Pevel vient du monde du jeu de rôles, et ça se sent, avec un monde détaillé, une carte du Paris du 17e en incipit, et une foultitude de personnages, dont un certains nombres historiques ou prélevés de l’œuvre de Dumas : le cardinal Richelieu (bien obligé, eh, il est dans le titre du livre !), Rochefort, le capitaine de Tréville, et même Athos le mousquetaire dans un caméo.
Les Lames du Cardinal se lit vite et avec plaisir. Pevel écrit bien, une belle langue classique, précise, documentée, efficace. Donc bel artisanat et littérature populaire, dans le bon sens du terme. Aucune publicité mensongère sur la marchandise : on aura notre dose de duels, d’intrigues, de complots et de trahisons. Ça foisonne de personnages, la plupart plutôt bien campés. Je serais un peu plus circonspect sur l’élément Fantasy. Certes, il y a des dragons. De trois types, en fait : des dragons ‘classiques’, nommées vyvernes ; des dragonnets, petits dragons devenus animaux de compagnie ; des dragons à forme humaine, ou les descendants de ceux-ci. Les deux premiers types ne jouent somme toute qu’un rôle secondaire dans l’histoire. Le troisième type, c’est dans l’histoire l’ennemi principal, la société secrète de la Griffe noire, qui fomente des conspirations et cherche à asseoir son pouvoir et sa domination. Las, le problème est que pour l’histoire ces dragons à forme humaine pourraient bien être simplement des humains, ça ne changerait pas grand-chose à l’intrigue.
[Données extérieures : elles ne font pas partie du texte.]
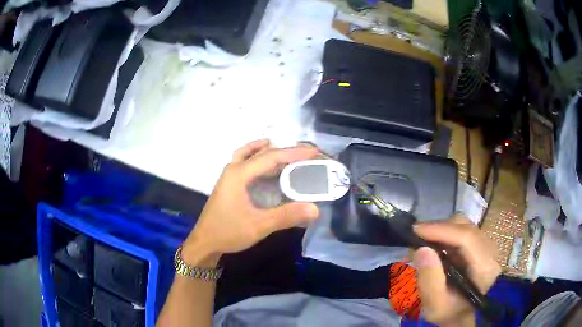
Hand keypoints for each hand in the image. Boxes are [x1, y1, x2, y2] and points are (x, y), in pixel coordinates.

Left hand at [182, 140, 319, 265]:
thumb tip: (315, 209)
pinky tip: (266, 166)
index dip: (294, 153)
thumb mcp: (259, 226)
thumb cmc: (228, 232)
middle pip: (262, 153)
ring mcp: (229, 176)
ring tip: (289, 154)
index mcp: (239, 174)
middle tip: (306, 153)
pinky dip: (258, 158)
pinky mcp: (229, 184)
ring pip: (251, 154)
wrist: (204, 242)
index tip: (313, 152)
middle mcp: (233, 169)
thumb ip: (286, 216)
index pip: (271, 157)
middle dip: (285, 151)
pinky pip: (245, 162)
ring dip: (270, 152)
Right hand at [412, 215, 501, 326]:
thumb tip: (421, 249)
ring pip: (464, 226)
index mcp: (485, 268)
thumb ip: (429, 281)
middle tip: (417, 239)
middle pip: (466, 227)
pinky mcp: (480, 246)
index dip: (441, 230)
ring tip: (424, 242)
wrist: (468, 316)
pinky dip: (446, 235)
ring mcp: (486, 246)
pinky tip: (436, 246)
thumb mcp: (436, 307)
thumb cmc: (452, 314)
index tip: (415, 229)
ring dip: (442, 231)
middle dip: (439, 228)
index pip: (467, 238)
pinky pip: (462, 232)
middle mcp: (489, 250)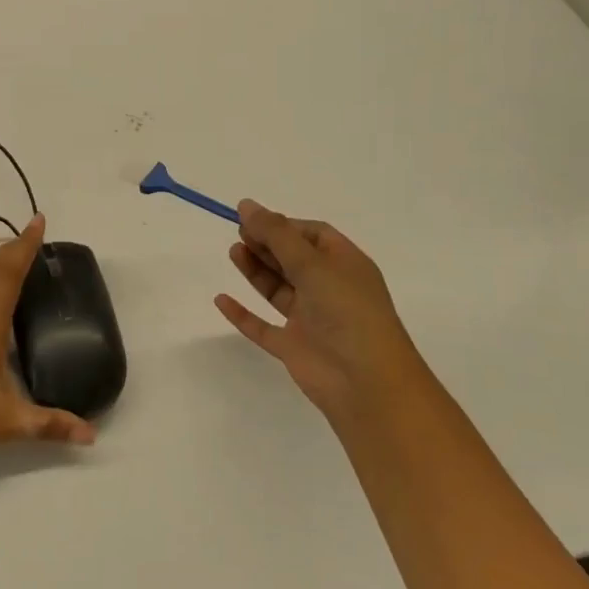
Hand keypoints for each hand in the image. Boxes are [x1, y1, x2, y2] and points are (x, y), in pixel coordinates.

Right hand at [214, 200, 418, 429]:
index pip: (313, 235)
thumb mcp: (312, 264)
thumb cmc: (347, 312)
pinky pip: (263, 327)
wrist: (367, 384)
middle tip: (239, 233)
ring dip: (256, 271)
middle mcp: (329, 289)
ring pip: (279, 289)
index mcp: (345, 265)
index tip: (253, 220)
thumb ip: (276, 234)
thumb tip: (246, 204)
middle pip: (293, 259)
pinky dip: (243, 314)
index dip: (284, 225)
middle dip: (267, 244)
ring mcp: (312, 320)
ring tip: (233, 253)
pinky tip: (221, 299)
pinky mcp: (294, 347)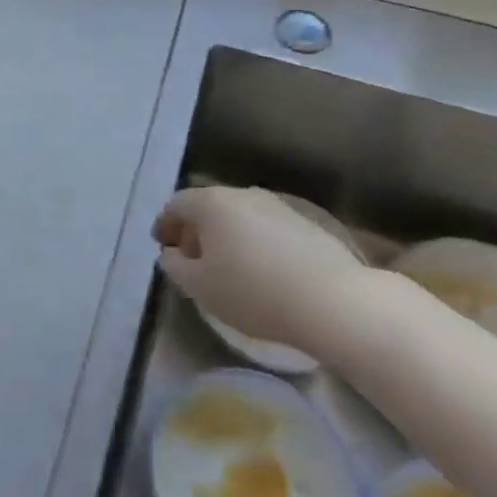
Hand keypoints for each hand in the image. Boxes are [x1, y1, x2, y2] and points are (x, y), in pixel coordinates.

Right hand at [153, 186, 365, 349]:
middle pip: (208, 206)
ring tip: (227, 266)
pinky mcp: (306, 224)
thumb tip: (171, 253)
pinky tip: (260, 269)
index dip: (165, 224)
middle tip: (191, 257)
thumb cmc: (253, 292)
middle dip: (195, 229)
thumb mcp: (200, 287)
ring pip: (239, 216)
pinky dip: (253, 242)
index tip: (163, 246)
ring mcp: (277, 206)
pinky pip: (266, 227)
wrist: (334, 301)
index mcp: (211, 203)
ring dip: (226, 235)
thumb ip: (175, 266)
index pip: (176, 204)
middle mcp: (242, 195)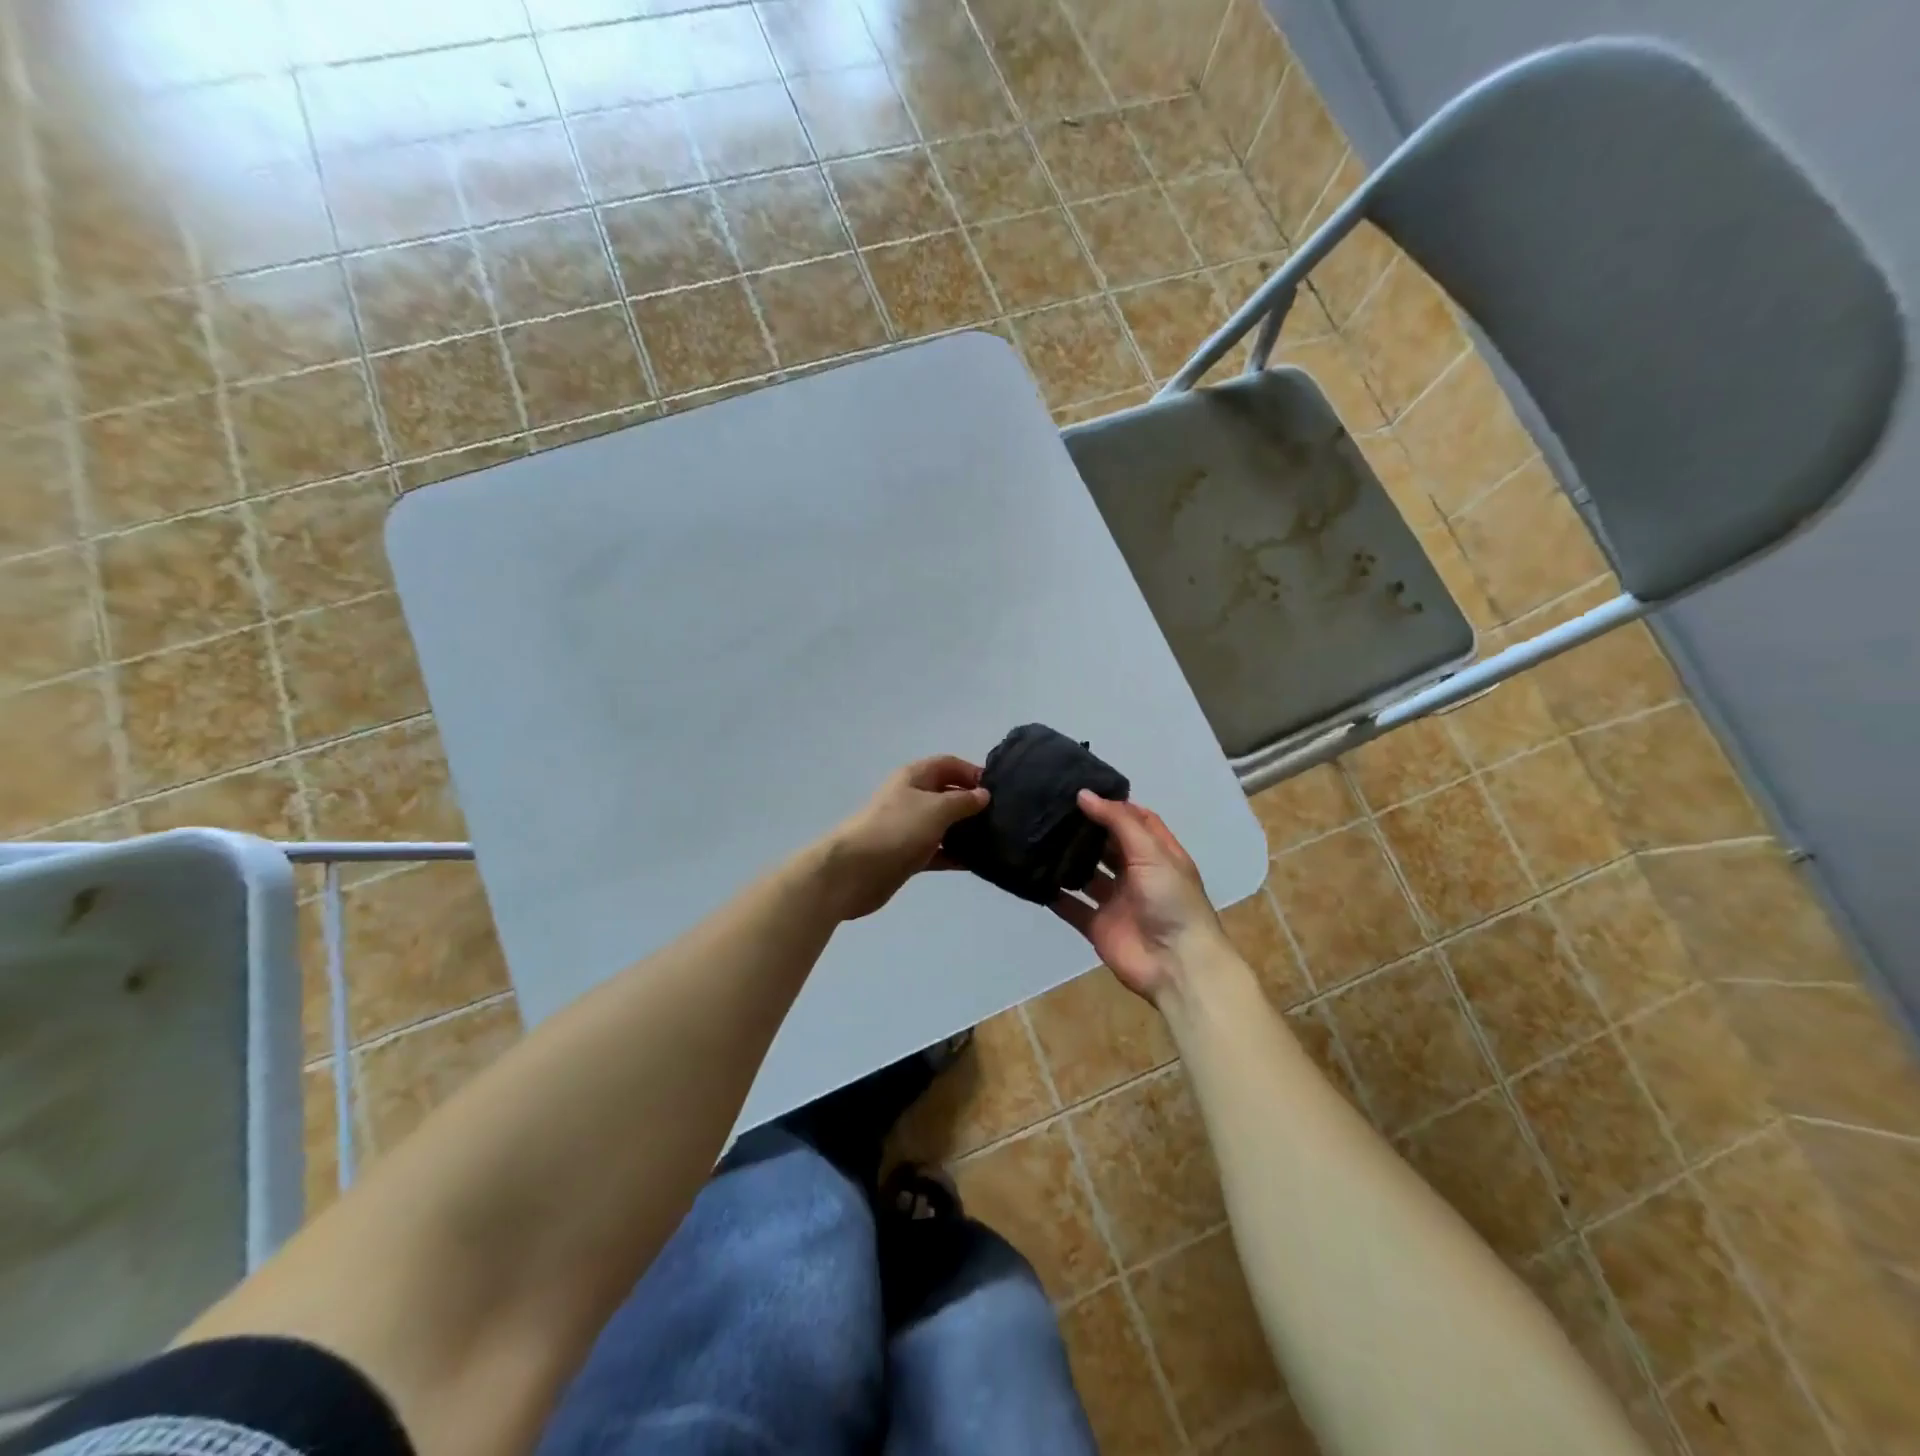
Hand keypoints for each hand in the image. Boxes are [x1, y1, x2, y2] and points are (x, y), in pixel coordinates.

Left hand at [820, 756, 988, 919]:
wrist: (853, 871)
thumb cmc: (896, 829)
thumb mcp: (936, 808)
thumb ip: (963, 800)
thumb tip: (984, 794)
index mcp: (914, 777)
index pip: (948, 764)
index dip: (972, 771)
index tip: (998, 789)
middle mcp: (911, 798)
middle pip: (947, 794)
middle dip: (972, 803)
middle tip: (1002, 816)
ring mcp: (908, 828)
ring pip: (944, 825)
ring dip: (965, 831)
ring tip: (995, 839)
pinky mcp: (907, 855)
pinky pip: (937, 851)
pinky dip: (955, 855)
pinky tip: (977, 862)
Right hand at [1051, 792, 1227, 1004]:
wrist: (1176, 965)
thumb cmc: (1171, 900)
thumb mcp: (1151, 852)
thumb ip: (1117, 822)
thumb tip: (1083, 794)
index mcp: (1158, 854)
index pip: (1137, 820)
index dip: (1114, 805)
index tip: (1083, 789)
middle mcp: (1137, 875)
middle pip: (1108, 846)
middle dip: (1085, 830)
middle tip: (1052, 810)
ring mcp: (1117, 901)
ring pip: (1087, 875)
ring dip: (1067, 860)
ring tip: (1038, 837)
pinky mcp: (1098, 926)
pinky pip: (1072, 907)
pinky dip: (1054, 895)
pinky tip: (1033, 877)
L’intrigue, voilà un autre bémol que j’émettrais. Le début des Lames fonctionne bien, c’est le classique ‘formons le groupe’, où l’on va découvrir les différents personnages. (Peut-être y en a-t-il un peu trop, des personnages, d’ailleurs. Six lames, plus deux ou trois ennemis, on s’y perd un peu au début…) Mais le second acte s’éparpille un peu. Il faut dire que les Lames ont reçu une mission du Cardinal sans en connaître vraiment les tenants et les aboutissants, ce qui veut dire malheureusement que nous non plus, lecteurs, n’y voyons très clair… Le livre se termine sur un final intéressant, avec une cérémonie draconique, mais on pourrait regretter qu’il n’y ait pas eu vraiment de montée en tension nous amenant vers ce final – il n’a pas été particulièrement préfiguré.
Mais bon, rien là de vraiment rédhibitoire. Ne boudons pas notre plaisir, les Lames de Pevel est un roman qui vaut le détour.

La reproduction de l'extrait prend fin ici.